Get list of instance types and spot prices

In [21]:
df=aws.get_spotprices()
df[df.memory>30].sort_values("SpotPrice")[["memory", "InstanceType", "SpotPrice", "vcpu"]].head(10)

[root:INFO]:starting (cellevents.py:36, time=Jul-03 23:42)


Unnamed: 0,memory,InstanceType,SpotPrice,vcpu
299,34,m2.2xlarge,0.055,4
300,34,m2.2xlarge,0.055,4
301,34,m2.2xlarge,0.055,4
266,68,m2.4xlarge,0.11,8
265,68,m2.4xlarge,0.11,8
264,68,m2.4xlarge,0.11,8
181,32,t2.2xlarge,0.121,8
180,32,t2.2xlarge,0.121,8
179,32,t2.2xlarge,0.121,8
17,32,m4.2xlarge,0.1284,8


time: 15 s


This is the data that can be extracted from aws for each instance

In [22]:
df.columns

[root:INFO]:starting (cellevents.py:36, time=Jul-03 13:06)


Index(['capacitystatus', 'clockSpeed', 'currentGeneration',
       'dedicatedEbsThroughput', 'ecu', 'enhancedNetworkingSupported', 'gpu',
       'instanceFamily', 'InstanceType', 'intelAvx2Available',
       'intelAvxAvailable', 'intelTurboAvailable', 'licenseModel', 'location',
       'locationType', 'memory', 'networkPerformance',
       'normalizationSizeFactor', 'operatingSystem', 'operation',
       'physicalProcessor', 'preInstalledSw', 'processorArchitecture',
       'processorFeatures', 'servicecode', 'servicename', 'storage', 'tenancy',
       'usagetype', 'vcpu', 'AvailabilityZone', 'SpotPrice', 'percpu',
       'per64cpu'],
      dtype='object')

time: 6 ms


Use of python dictionaries for filters and tag filters

In [22]:
aws.filt(a=4, b="hhhh")

[root:INFO]:starting (cellevents.py:36, time=Jul-03 23:42)


[{'Name': 'a', 'Values': [4]}, {'Name': 'b', 'Values': ['hhhh']}]

time: 7.84 ms


In [23]:
aws.tfilt(a=4, b="hhhh")

[root:INFO]:starting (cellevents.py:36, time=Jul-03 23:42)


[{'Name': 'tag:a', 'Values': [4]}, {'Name': 'tag:b', 'Values': ['hhhh']}]

time: 9.2 ms


# Enhanced Network Architecture (ENA)

Typically AMIs (images) are hardware independent.

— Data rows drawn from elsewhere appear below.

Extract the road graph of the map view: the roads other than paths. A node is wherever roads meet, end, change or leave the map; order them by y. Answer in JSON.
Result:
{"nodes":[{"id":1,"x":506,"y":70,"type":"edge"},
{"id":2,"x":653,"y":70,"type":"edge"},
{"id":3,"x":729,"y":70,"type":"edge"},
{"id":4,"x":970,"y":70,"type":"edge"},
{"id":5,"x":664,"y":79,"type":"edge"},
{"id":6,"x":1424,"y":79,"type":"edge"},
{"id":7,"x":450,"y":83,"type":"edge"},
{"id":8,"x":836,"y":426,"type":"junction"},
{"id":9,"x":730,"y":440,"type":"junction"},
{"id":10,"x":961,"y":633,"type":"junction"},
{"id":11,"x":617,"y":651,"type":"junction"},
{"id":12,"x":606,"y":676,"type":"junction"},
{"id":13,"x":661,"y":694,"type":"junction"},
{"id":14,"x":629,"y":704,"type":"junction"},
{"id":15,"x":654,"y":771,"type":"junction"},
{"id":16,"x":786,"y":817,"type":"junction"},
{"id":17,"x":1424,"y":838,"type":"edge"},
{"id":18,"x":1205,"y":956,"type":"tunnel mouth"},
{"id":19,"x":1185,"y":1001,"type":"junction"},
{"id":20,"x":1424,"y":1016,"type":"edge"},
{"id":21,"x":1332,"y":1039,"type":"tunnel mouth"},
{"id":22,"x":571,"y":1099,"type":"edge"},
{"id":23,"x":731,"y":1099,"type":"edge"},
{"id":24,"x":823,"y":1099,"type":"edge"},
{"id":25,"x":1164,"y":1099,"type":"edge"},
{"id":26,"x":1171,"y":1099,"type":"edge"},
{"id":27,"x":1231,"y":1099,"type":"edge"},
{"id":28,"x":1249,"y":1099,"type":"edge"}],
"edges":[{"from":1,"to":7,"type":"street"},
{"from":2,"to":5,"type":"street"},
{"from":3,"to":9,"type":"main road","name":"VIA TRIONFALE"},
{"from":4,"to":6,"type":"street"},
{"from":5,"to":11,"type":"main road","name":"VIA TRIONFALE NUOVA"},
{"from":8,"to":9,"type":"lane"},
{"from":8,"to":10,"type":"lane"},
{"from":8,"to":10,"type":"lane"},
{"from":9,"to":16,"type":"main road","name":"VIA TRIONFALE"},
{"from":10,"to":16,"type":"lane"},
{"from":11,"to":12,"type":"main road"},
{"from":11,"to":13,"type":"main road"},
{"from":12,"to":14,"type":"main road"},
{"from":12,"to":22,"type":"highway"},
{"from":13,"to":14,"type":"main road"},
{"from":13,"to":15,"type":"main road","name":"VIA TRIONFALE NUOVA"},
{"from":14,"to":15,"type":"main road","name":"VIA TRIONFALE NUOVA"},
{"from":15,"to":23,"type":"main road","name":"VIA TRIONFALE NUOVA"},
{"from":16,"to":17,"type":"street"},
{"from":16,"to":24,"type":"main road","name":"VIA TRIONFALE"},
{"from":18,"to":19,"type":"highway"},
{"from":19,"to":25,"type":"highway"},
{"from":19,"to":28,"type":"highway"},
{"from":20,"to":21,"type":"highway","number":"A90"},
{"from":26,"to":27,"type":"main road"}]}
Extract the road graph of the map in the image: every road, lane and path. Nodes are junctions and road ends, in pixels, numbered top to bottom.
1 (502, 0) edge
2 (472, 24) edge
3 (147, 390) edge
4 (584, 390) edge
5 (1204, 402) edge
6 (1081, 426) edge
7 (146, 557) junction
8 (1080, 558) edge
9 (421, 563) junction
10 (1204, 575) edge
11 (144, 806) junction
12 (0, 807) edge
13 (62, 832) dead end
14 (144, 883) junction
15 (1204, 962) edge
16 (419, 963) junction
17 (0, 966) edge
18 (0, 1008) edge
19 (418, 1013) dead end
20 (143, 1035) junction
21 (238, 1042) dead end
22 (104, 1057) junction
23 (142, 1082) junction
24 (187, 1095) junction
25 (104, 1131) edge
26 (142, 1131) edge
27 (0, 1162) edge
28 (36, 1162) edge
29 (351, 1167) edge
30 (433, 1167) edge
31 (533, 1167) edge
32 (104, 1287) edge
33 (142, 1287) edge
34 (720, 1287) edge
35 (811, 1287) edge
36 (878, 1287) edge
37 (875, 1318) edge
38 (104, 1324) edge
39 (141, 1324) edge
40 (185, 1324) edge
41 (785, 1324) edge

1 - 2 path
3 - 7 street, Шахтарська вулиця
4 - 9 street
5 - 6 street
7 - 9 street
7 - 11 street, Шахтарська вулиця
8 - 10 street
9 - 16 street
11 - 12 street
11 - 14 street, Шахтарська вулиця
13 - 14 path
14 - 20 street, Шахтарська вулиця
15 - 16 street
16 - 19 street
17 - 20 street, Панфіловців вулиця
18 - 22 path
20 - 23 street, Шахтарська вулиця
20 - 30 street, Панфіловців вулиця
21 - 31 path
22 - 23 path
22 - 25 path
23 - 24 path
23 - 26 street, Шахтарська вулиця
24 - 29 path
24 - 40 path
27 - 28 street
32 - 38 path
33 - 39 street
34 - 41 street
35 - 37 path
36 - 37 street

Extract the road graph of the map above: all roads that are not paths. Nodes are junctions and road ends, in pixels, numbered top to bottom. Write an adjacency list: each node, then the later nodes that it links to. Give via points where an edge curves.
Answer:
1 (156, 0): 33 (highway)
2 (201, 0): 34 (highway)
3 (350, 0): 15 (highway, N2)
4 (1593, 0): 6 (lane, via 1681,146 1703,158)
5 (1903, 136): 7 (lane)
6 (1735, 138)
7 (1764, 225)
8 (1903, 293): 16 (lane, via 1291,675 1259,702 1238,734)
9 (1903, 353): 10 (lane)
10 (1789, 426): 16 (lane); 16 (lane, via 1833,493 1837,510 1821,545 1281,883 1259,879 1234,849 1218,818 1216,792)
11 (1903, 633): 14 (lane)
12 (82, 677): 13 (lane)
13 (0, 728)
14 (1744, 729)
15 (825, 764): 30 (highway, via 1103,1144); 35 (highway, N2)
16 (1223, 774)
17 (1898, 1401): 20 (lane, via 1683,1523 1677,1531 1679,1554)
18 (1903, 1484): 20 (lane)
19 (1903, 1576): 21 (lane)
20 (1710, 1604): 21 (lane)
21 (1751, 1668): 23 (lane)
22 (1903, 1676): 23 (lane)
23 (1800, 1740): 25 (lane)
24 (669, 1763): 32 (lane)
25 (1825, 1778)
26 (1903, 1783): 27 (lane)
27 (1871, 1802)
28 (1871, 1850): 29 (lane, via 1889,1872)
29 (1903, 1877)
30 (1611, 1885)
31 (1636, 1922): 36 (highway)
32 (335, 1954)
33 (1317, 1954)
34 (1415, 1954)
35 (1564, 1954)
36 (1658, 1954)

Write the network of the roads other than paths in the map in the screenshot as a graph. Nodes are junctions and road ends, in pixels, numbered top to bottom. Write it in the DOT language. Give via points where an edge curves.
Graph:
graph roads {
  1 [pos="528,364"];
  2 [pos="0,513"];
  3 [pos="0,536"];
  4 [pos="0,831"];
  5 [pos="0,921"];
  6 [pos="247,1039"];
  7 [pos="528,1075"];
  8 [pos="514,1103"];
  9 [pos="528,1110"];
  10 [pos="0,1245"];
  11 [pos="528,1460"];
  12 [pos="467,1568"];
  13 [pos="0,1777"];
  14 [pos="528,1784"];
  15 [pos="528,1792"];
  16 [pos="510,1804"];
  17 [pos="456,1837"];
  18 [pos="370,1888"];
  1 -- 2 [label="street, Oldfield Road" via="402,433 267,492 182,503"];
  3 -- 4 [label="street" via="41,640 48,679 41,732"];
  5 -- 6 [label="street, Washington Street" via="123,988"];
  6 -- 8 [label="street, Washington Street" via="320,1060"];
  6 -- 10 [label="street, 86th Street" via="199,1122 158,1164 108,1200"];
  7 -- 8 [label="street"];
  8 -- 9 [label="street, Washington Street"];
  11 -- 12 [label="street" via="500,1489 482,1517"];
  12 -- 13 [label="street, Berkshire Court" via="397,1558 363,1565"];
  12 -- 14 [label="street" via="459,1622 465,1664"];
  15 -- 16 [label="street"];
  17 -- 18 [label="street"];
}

However there are some exceptions such as ENA. You have to have ENA enabled on the image in order to launch a C5 instance. On the other hand cheaper instance types cannot use ENA. Hence if you are doing simple tasks using a cheap T2 instance and save an image then you will not be able to launch a C5 from that image to do the heavylifting.

The workaround is to stop the spot instance, start a standard instance, stop the instance, change the instance type to C5, enable ENA on the stopped instance, then create the image. Fortunately this can be scripted as below.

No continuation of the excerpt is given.